Release notes#

Changes from 2.7.0 to 2.7.1#

  • Updated to latest C-Blosc2 2.15.1. Fixes SIGKILL issues when using the blosc2 library in old Intel CPUs.

Changes from 2.6.2 to 2.7.0#

  • Updated to latest C-Blosc2 2.15.0.

  • Deprecated LazyExpr.evaluate().

  • Fixed _check_rc function. See https://github.com/Blosc/python-blosc2/issues/187.

Changes from 2.6.1 to 2.6.2#

  • Protection when platforms have just one CPU. This caused the internal number of threads to be 0, producing a division by zero.

  • Updated to latest C-Blosc2 2.14.3.

Changes from 2.6.0 to 2.6.1#

  • Updated to latest C-Blosc2 2.14.1. This was necessary to be able to load dynamics plugins on Windows.

Changes from 2.5.1 to 2.6.0#

  • [EXP] New evaluation engine (based on numexpr) for NDArray instances.

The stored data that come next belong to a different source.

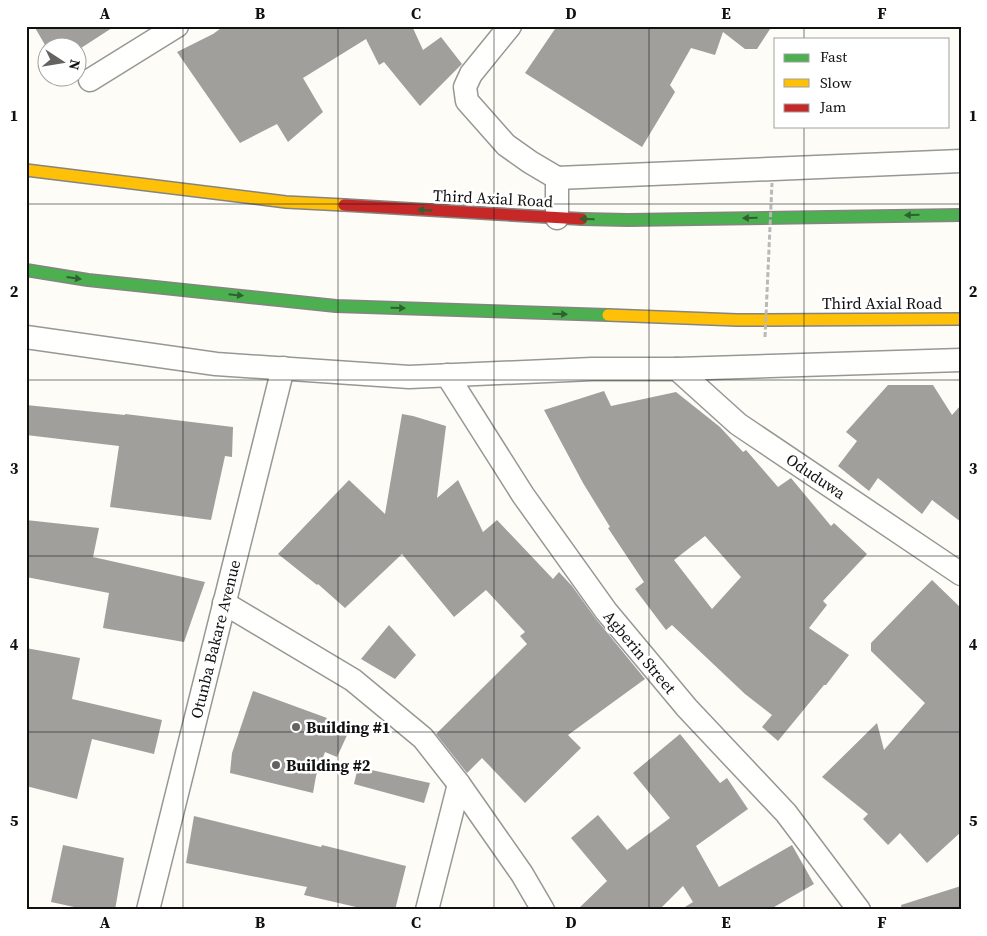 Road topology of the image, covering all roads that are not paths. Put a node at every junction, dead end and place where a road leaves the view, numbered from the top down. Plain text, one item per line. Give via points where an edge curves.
1 (177, 26) edge
2 (510, 26) edge
3 (90, 80) dead end
4 (961, 161) edge
5 (26, 170) edge
6 (557, 178) junction
7 (961, 215) edge
8 (558, 218) junction
9 (26, 270) edge
10 (961, 319) edge
11 (26, 337) edge
12 (961, 360) edge
13 (283, 368) junction
14 (678, 369) junction
15 (447, 375) junction
16 (961, 574) edge
17 (224, 603) junction
18 (459, 784) junction
19 (148, 910) edge
20 (427, 910) edge
21 (543, 910) edge
22 (858, 910) edge

1 - 3 street
2 - 6 street via 471,74 465,87 467,101 506,145
4 - 6 street
8 -> 5 highway, Third Axial Road via 286,202
6 - 8 street
7 -> 8 highway, Third Axial Road via 628,220
9 -> 10 highway, Third Axial Road via 88,280 336,306 737,320
11 - 13 street via 216,364
12 - 14 street
13 - 15 street via 408,377
13 - 17 street, Otunba Bakare Avenue
14 - 15 street
14 - 16 street, Oduduwa via 738,424
15 - 22 street, Agberin Street via 523,495 606,611 687,708 786,813
17 - 18 street via 353,680 423,738
17 - 19 street, Otunba Bakare Avenue
18 - 20 street
18 - 21 street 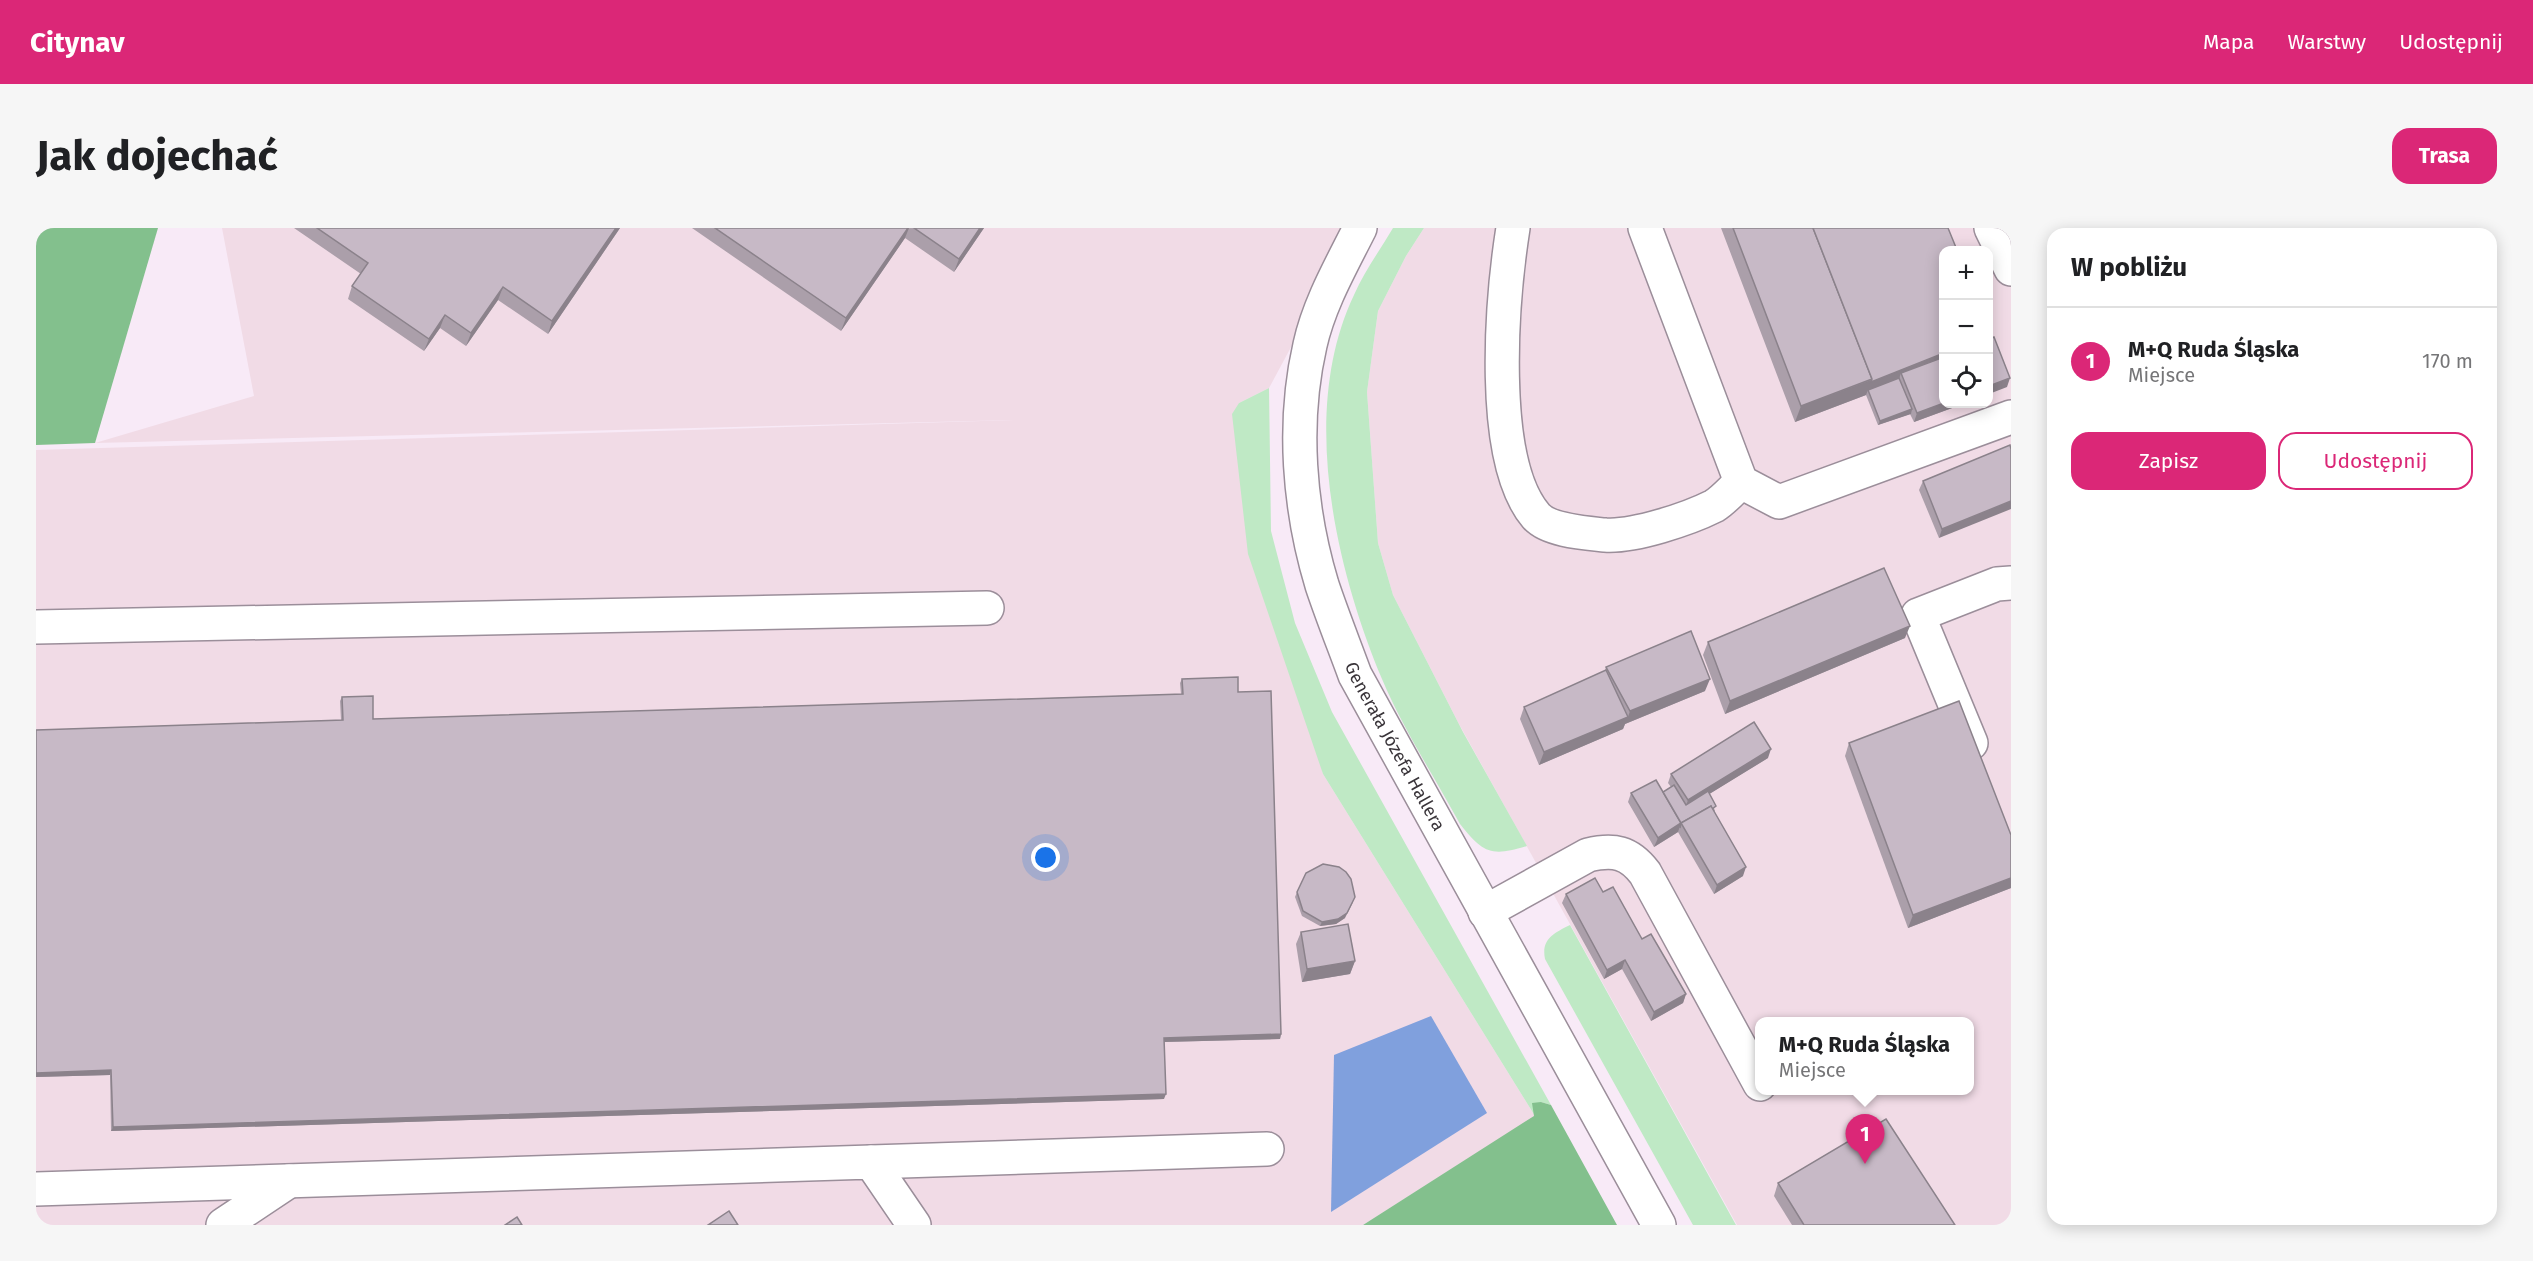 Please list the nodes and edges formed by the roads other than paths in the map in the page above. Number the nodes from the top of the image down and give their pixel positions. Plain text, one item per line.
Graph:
1 (1360, 228) edge
2 (1513, 228) edge
3 (1645, 228) edge
4 (1991, 228) edge
5 (2011, 269) edge
6 (2011, 417) edge
7 (1742, 482) junction
8 (2011, 584) edge
9 (987, 608) dead end
10 (36, 627) edge
11 (1984, 775) edge
12 (1485, 912) junction
13 (1755, 1074) edge
14 (1268, 1149) dead end
15 (871, 1162) junction
16 (290, 1181) junction
17 (36, 1189) edge
18 (223, 1225) edge
19 (914, 1225) edge
20 (1659, 1225) edge

1 - 12 street, Generała Józefa Hallera
2 - 7 street
3 - 7 street
4 - 5 street
6 - 7 street
8 - 11 street
9 - 10 street
12 - 13 street
12 - 20 street, Generała Józefa Hallera
14 - 15 street
15 - 16 street
15 - 19 street
16 - 17 street
16 - 18 street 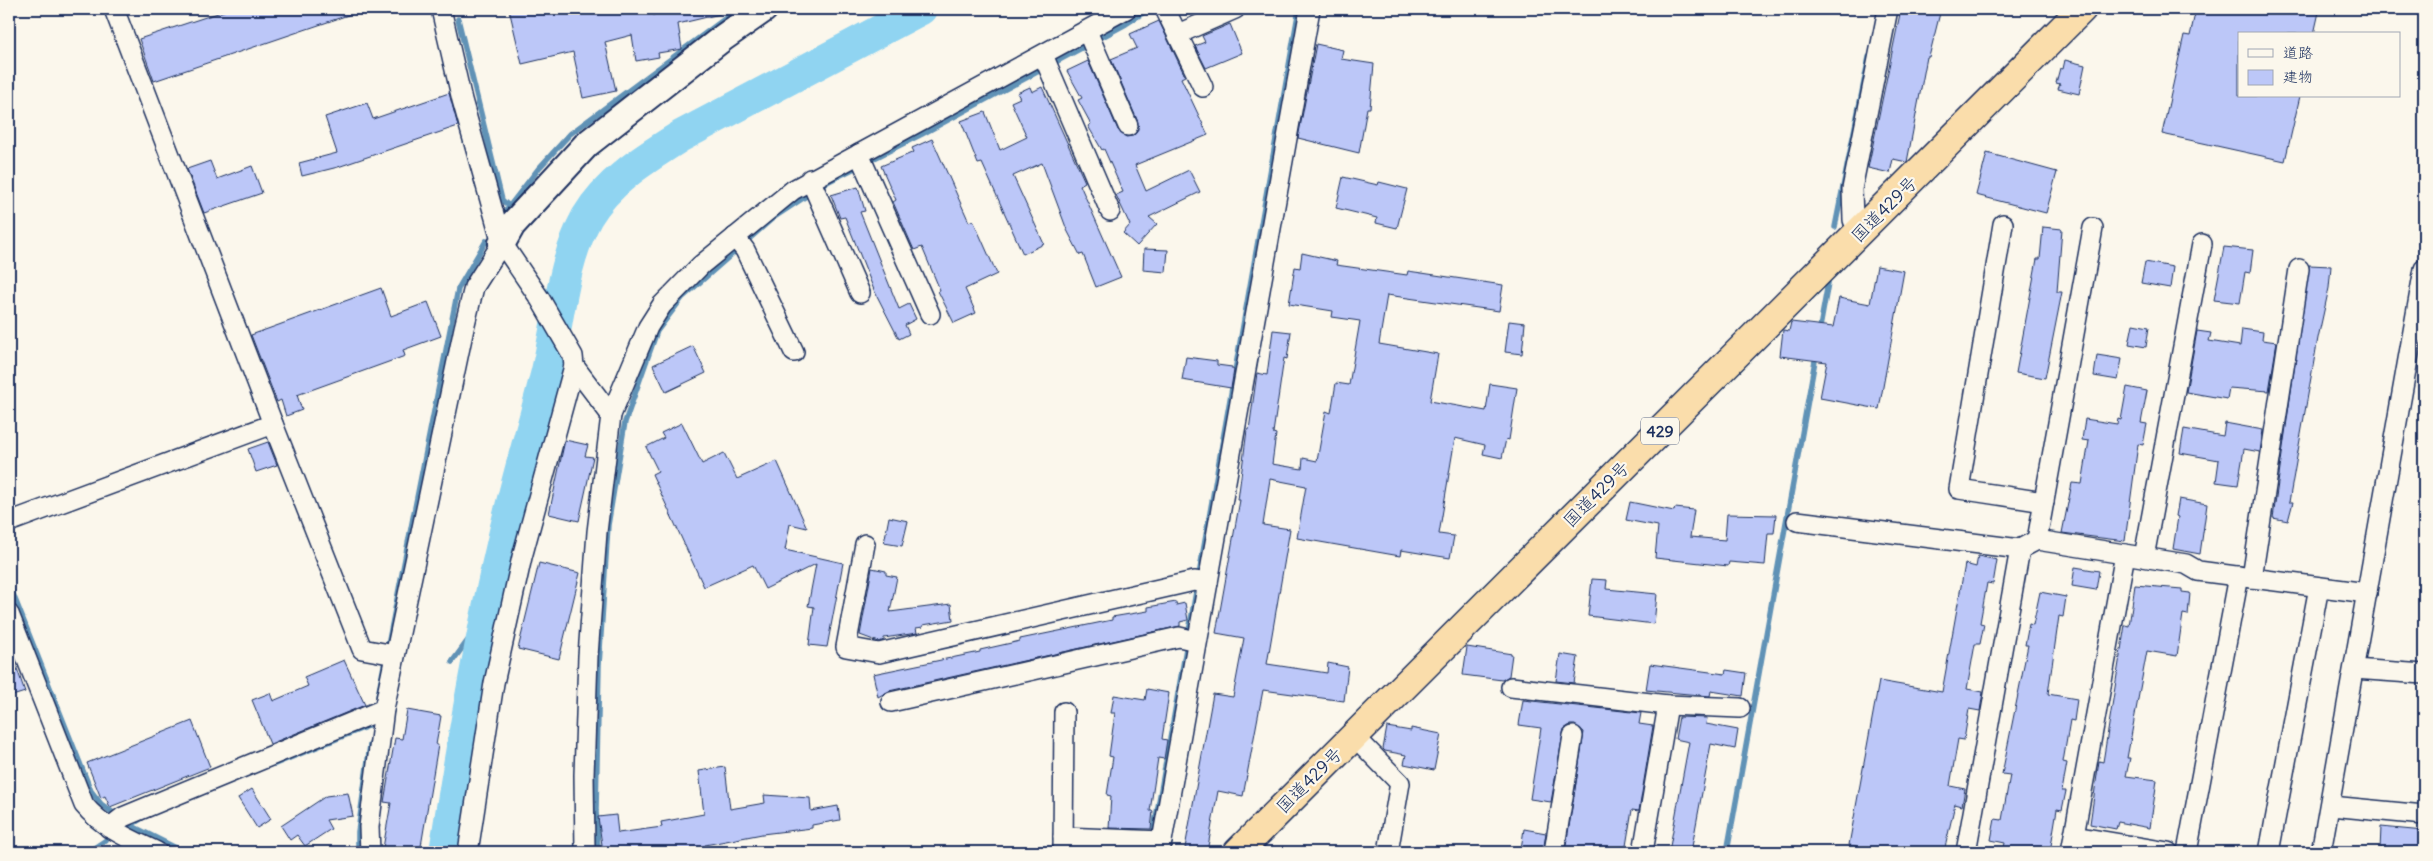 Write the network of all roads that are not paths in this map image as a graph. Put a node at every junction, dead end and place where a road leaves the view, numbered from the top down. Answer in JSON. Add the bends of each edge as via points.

Now, you can evaluate expressions like a + b + 1 where a and b are NDArray instances. This is a powerful feature that allows for efficient computations on compressed data. See this example to see how this works. Thanks to @omaech for her help in the pow function.

  • As a consequence of the above, there are many new functions to operate with NDArray instances. See the function section in NDArray API for more information.

  • Support for NumPy 2.0.0 is here! Now, the wheels are built with NumPy 2.0.0rc1. Please tell us in case you see any issues with this new version.

  • Add **kwargs to load_tensor() function. This allows to pass additional parameters to the deserialization function. Thanks to @jasam-sheja.

  • Fix vlmeta.to_dict() not honoring tuple encoding. Thanks to @ivilata.

  • Check that chunks/blocks computation does not allow a 0 in blocks. Thanks to @ivilata.

  • Many improvements in ruff rules and others. Thanks to @DimitriPapadopoulos.

  • Remove printing large arrays in notebooks (they use too much RAM in recent versions of Jupyter notebook).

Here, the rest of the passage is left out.